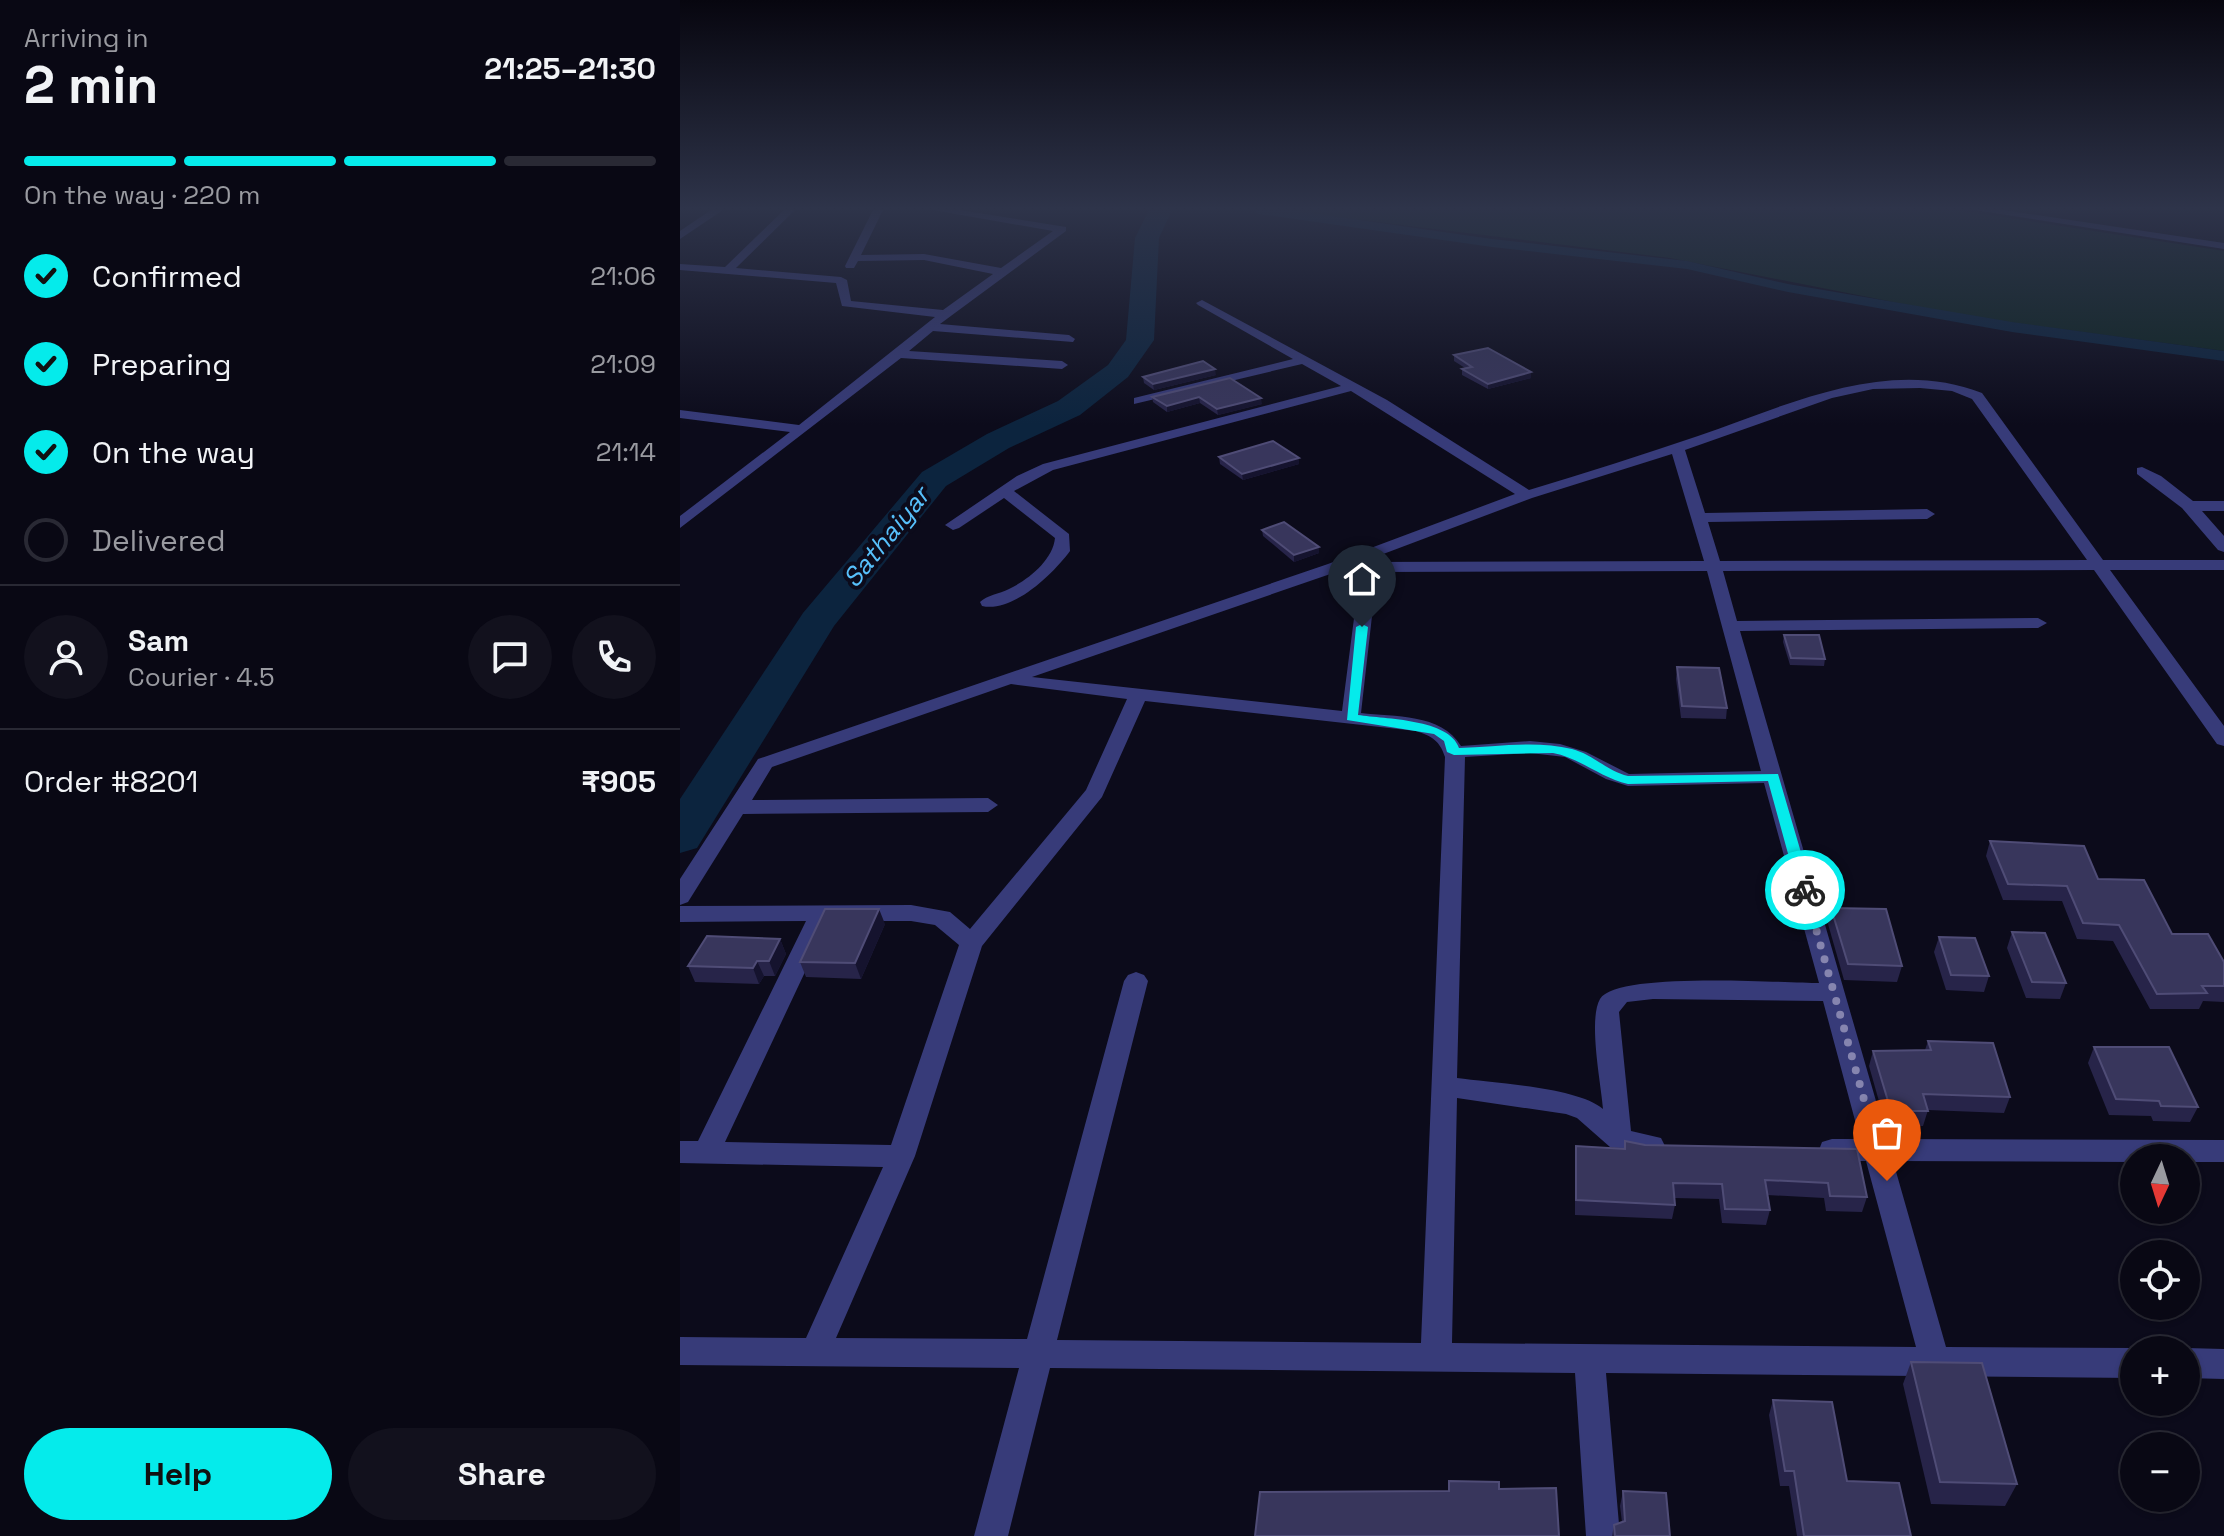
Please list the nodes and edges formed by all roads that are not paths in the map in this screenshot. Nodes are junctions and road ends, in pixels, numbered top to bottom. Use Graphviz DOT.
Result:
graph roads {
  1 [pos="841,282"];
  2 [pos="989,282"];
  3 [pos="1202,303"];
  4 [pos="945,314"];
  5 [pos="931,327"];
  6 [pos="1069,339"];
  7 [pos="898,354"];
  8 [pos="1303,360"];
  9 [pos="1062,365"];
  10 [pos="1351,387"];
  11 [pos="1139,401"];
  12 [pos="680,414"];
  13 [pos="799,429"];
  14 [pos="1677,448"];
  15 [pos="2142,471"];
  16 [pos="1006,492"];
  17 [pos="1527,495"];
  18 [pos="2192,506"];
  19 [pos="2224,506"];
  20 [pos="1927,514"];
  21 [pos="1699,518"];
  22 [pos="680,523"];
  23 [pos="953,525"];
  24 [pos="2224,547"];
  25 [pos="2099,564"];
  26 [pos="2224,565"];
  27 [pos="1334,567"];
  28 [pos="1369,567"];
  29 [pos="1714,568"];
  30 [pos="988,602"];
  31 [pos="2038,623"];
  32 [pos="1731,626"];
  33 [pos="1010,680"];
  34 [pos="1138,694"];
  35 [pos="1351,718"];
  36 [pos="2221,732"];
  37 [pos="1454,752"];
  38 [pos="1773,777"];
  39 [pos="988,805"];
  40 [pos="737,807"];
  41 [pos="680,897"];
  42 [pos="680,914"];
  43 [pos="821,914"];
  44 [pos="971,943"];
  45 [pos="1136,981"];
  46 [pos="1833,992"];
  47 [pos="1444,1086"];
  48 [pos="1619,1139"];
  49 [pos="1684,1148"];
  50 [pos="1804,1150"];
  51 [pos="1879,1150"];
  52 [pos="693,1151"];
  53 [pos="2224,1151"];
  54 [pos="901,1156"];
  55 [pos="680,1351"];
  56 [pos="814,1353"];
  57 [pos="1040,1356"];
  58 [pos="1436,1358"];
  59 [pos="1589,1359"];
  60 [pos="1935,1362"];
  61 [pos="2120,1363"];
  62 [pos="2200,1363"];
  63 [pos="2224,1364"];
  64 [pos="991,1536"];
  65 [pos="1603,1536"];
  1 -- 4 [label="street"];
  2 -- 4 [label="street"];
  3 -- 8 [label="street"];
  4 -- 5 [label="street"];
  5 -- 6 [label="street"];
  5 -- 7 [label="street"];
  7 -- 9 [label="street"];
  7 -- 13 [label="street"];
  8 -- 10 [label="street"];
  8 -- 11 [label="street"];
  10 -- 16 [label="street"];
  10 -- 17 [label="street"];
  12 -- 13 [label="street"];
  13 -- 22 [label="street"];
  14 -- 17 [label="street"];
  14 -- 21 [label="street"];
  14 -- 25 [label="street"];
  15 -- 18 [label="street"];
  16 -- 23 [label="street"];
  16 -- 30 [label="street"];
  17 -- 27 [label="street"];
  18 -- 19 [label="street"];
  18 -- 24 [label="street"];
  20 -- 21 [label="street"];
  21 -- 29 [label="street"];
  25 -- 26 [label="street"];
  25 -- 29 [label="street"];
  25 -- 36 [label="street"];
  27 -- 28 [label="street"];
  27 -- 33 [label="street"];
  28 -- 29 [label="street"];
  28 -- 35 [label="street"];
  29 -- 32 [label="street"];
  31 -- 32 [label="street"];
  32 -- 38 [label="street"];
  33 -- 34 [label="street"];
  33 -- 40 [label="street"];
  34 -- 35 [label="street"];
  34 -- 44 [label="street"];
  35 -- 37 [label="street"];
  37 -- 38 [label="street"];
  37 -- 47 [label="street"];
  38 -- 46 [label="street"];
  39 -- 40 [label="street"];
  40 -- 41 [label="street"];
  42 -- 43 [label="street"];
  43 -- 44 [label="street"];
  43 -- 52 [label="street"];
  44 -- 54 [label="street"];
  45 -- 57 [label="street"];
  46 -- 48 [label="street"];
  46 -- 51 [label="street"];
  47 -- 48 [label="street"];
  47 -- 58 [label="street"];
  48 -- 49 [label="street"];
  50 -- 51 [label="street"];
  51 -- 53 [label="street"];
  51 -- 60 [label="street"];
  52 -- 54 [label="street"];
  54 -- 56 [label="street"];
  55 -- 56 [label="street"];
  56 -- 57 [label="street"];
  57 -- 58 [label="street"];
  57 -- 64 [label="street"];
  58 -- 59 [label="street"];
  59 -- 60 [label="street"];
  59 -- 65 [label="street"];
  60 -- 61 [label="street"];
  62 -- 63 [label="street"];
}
________________
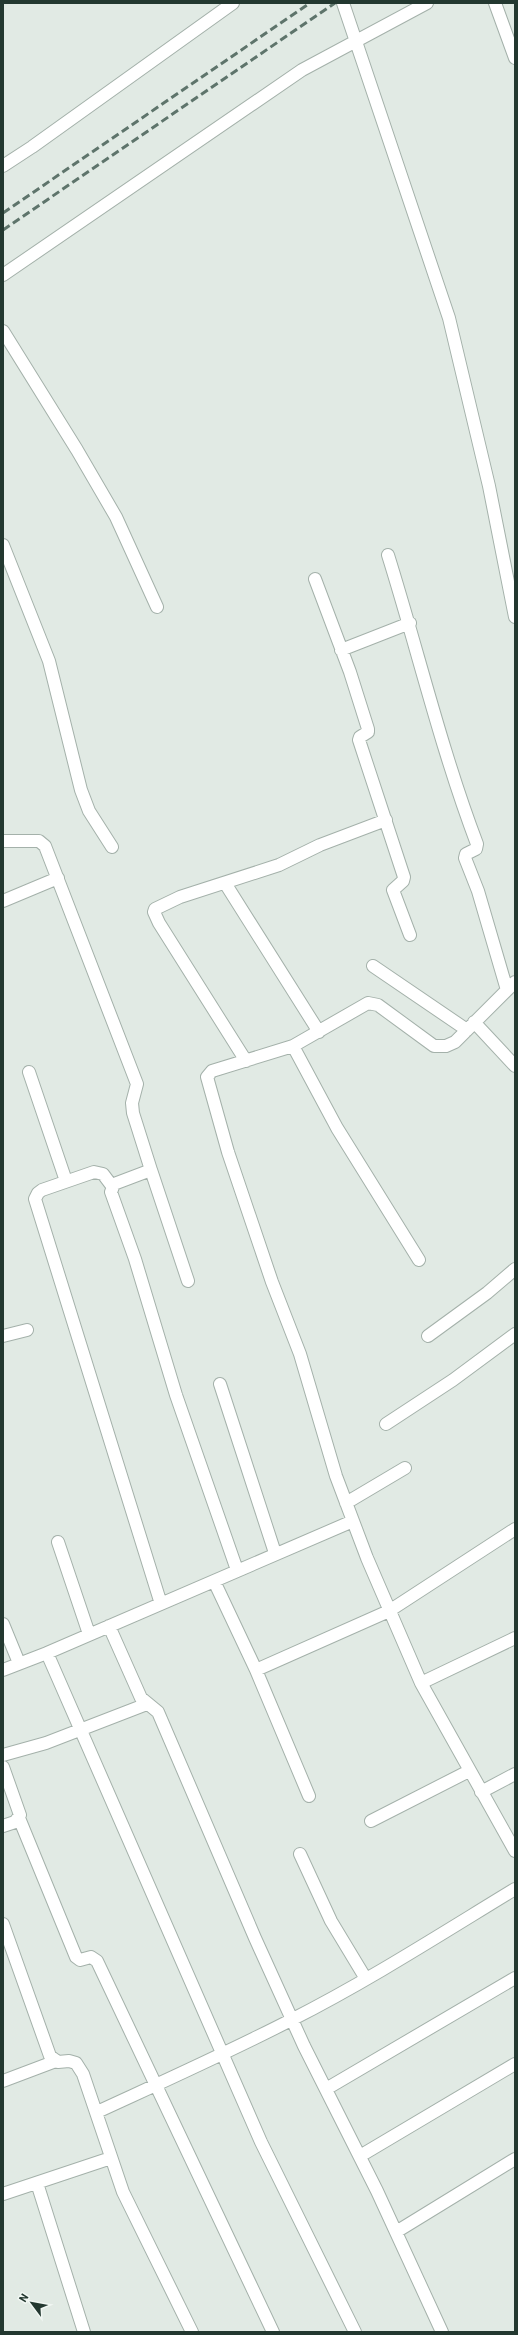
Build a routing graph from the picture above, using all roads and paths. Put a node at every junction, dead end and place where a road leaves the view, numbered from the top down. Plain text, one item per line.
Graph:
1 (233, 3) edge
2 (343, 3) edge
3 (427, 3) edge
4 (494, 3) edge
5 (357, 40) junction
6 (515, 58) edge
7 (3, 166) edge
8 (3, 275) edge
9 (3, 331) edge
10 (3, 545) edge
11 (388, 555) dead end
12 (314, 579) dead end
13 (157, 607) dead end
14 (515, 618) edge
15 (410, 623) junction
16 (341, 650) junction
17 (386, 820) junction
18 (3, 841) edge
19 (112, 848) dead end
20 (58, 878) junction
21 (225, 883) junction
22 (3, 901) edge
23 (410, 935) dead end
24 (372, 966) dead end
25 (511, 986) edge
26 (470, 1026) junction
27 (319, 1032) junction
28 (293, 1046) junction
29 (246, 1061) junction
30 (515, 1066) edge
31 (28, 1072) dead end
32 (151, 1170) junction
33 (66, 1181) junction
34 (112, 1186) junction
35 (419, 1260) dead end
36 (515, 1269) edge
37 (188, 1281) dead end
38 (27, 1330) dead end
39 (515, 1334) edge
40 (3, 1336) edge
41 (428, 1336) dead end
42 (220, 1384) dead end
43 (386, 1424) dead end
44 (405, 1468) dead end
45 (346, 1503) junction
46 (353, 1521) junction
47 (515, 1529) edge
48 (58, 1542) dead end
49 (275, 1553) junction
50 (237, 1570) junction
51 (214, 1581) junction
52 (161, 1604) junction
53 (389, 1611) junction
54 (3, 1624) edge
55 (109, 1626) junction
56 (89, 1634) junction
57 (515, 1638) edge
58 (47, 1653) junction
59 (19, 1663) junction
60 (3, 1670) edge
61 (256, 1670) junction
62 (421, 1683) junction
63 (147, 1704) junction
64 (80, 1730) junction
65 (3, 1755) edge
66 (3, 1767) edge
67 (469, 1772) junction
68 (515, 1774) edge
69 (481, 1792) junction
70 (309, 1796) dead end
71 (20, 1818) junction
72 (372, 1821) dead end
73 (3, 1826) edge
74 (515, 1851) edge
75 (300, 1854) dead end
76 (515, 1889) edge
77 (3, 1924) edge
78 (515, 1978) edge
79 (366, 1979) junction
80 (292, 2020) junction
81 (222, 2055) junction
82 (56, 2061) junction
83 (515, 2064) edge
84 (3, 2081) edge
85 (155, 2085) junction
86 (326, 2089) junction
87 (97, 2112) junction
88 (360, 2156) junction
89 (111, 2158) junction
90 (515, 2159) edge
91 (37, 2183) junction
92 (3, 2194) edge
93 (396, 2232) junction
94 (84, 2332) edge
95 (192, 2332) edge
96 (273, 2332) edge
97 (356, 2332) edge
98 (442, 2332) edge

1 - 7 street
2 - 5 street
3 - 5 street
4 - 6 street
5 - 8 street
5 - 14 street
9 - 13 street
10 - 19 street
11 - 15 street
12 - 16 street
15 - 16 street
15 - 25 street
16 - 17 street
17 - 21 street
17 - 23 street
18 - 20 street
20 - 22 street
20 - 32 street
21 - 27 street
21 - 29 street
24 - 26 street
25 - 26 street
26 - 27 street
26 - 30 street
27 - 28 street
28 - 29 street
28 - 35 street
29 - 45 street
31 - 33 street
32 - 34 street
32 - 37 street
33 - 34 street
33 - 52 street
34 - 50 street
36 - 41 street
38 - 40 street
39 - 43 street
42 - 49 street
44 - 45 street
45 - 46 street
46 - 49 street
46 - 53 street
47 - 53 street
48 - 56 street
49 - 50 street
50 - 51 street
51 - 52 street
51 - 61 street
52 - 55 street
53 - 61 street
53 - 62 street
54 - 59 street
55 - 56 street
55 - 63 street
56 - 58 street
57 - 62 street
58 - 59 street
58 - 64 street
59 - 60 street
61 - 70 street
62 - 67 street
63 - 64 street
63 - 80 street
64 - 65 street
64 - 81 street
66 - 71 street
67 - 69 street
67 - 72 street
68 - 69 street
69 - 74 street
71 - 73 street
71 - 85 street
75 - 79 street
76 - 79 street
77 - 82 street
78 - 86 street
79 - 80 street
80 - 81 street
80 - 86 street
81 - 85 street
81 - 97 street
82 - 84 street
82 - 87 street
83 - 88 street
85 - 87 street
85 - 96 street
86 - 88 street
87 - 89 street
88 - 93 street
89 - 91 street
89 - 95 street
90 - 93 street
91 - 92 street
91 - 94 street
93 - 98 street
________________
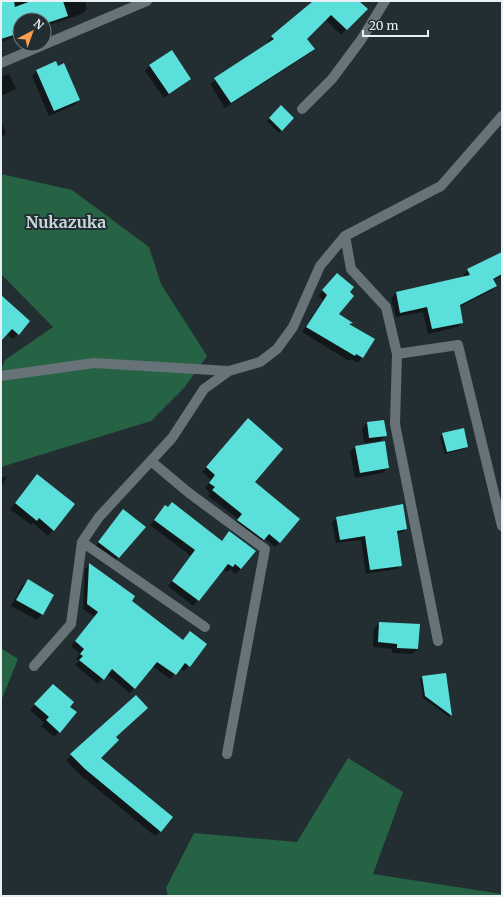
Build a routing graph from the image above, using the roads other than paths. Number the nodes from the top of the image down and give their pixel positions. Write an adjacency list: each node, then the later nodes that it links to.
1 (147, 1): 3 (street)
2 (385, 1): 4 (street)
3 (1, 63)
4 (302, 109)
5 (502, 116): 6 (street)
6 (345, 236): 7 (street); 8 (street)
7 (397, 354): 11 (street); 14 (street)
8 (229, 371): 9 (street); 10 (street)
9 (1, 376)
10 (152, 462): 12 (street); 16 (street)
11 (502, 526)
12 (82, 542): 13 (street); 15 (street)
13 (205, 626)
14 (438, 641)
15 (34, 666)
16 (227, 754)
________________
REQUIRED WORK:
Count each line above where the word "numbered" appears, and answer with nothing except that count.

RESPONSE:
2